── PROVIDED ENTRIES ──

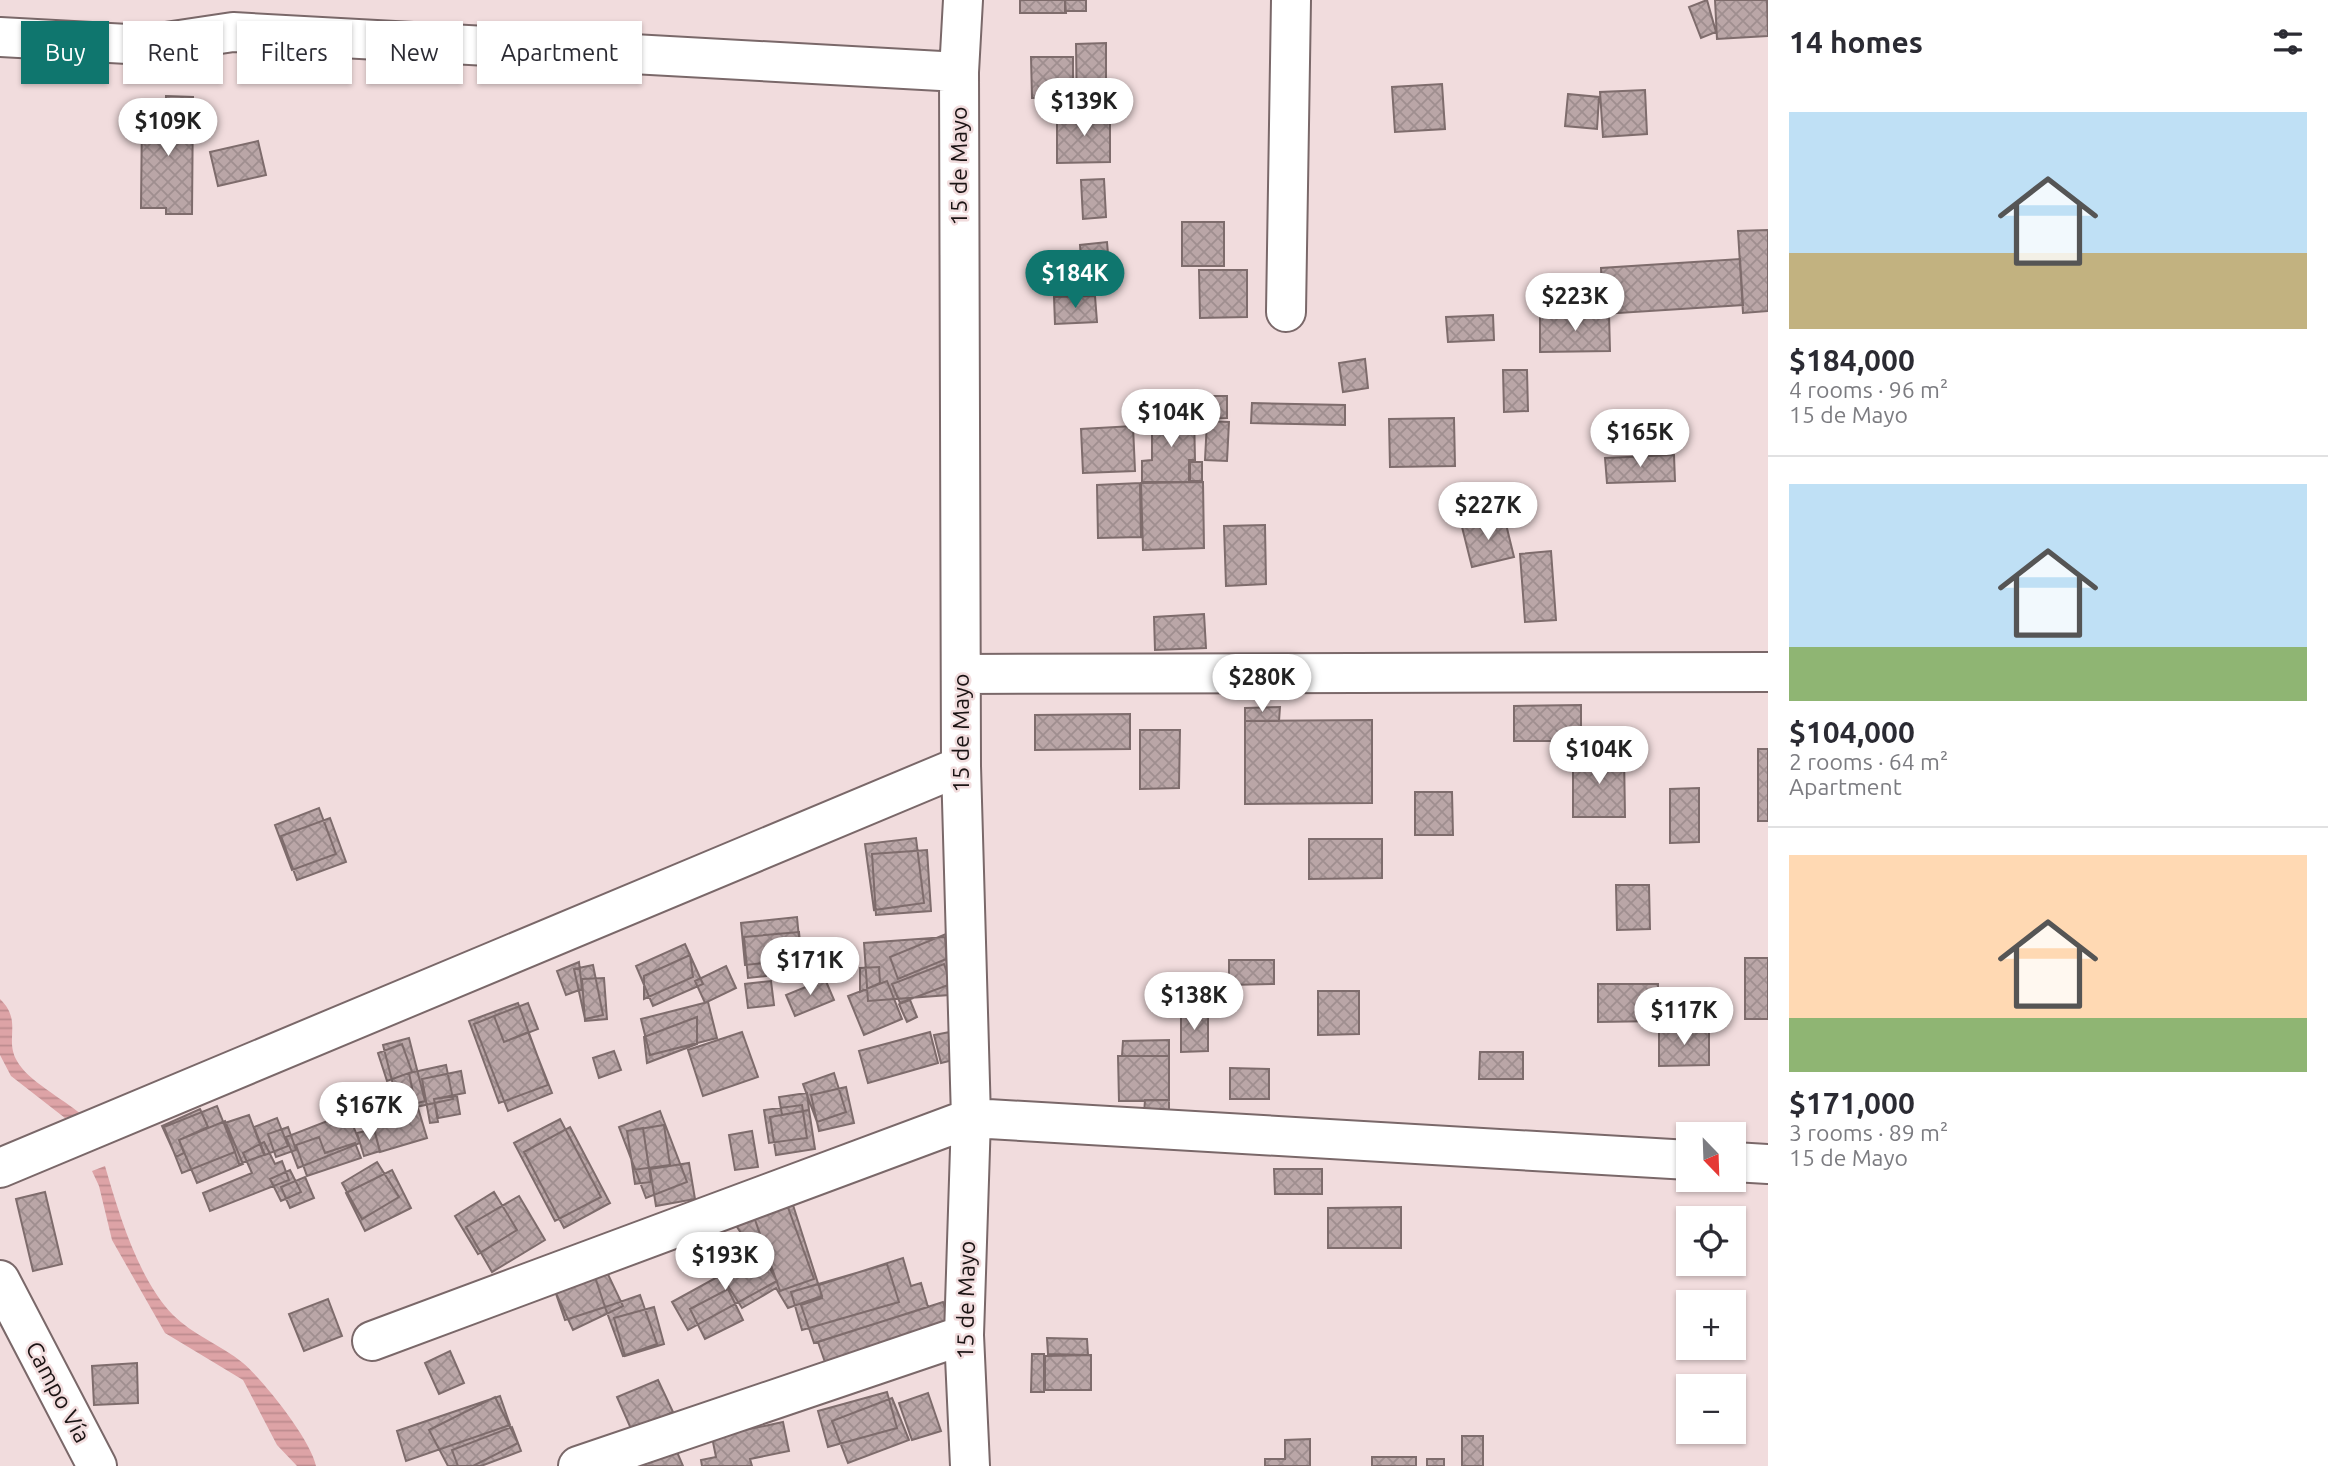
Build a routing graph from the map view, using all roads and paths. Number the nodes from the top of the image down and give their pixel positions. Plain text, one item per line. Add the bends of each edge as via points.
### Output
1 (962, 0) edge
2 (1291, 0) edge
3 (233, 16) edge
4 (0, 37) edge
5 (959, 72) junction
6 (1286, 313) dead end
7 (1768, 672) edge
8 (961, 674) junction
9 (961, 766) junction
10 (971, 1118) junction
11 (1676, 1159) edge
12 (1746, 1163) edge
13 (1768, 1164) edge
14 (0, 1168) edge
15 (0, 1280) edge
16 (964, 1335) junction
17 (372, 1341) dead end
18 (97, 1466) edge
19 (578, 1466) edge
20 (970, 1466) edge

1 - 5 street, 15 de Mayo
2 - 6 street
3 - 4 street via 146,45
3 - 5 street
5 - 8 street, 15 de Mayo
7 - 8 street
8 - 9 street, 15 de Mayo
9 - 10 street, 15 de Mayo
9 - 14 street
10 - 11 street
10 - 16 street, 15 de Mayo
10 - 17 street
12 - 13 street
15 - 18 street, Campo Vía
16 - 19 street
16 - 20 street, 15 de Mayo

───

EXERCISE AIM: Retype the records above exactly, pictures omitted.

OUTPUT OF THE EXERCISE:
Build a routing graph from the map view, using all roads and paths. Number the nodes from the top of the image down and give their pixel positions. Plain text, one item per line. Add the bends of each edge as via points.
### Output
1 (962, 0) edge
2 (1291, 0) edge
3 (233, 16) edge
4 (0, 37) edge
5 (959, 72) junction
6 (1286, 313) dead end
7 (1768, 672) edge
8 (961, 674) junction
9 (961, 766) junction
10 (971, 1118) junction
11 (1676, 1159) edge
12 (1746, 1163) edge
13 (1768, 1164) edge
14 (0, 1168) edge
15 (0, 1280) edge
16 (964, 1335) junction
17 (372, 1341) dead end
18 (97, 1466) edge
19 (578, 1466) edge
20 (970, 1466) edge

1 - 5 street, 15 de Mayo
2 - 6 street
3 - 4 street via 146,45
3 - 5 street
5 - 8 street, 15 de Mayo
7 - 8 street
8 - 9 street, 15 de Mayo
9 - 10 street, 15 de Mayo
9 - 14 street
10 - 11 street
10 - 16 street, 15 de Mayo
10 - 17 street
12 - 13 street
15 - 18 street, Campo Vía
16 - 19 street
16 - 20 street, 15 de Mayo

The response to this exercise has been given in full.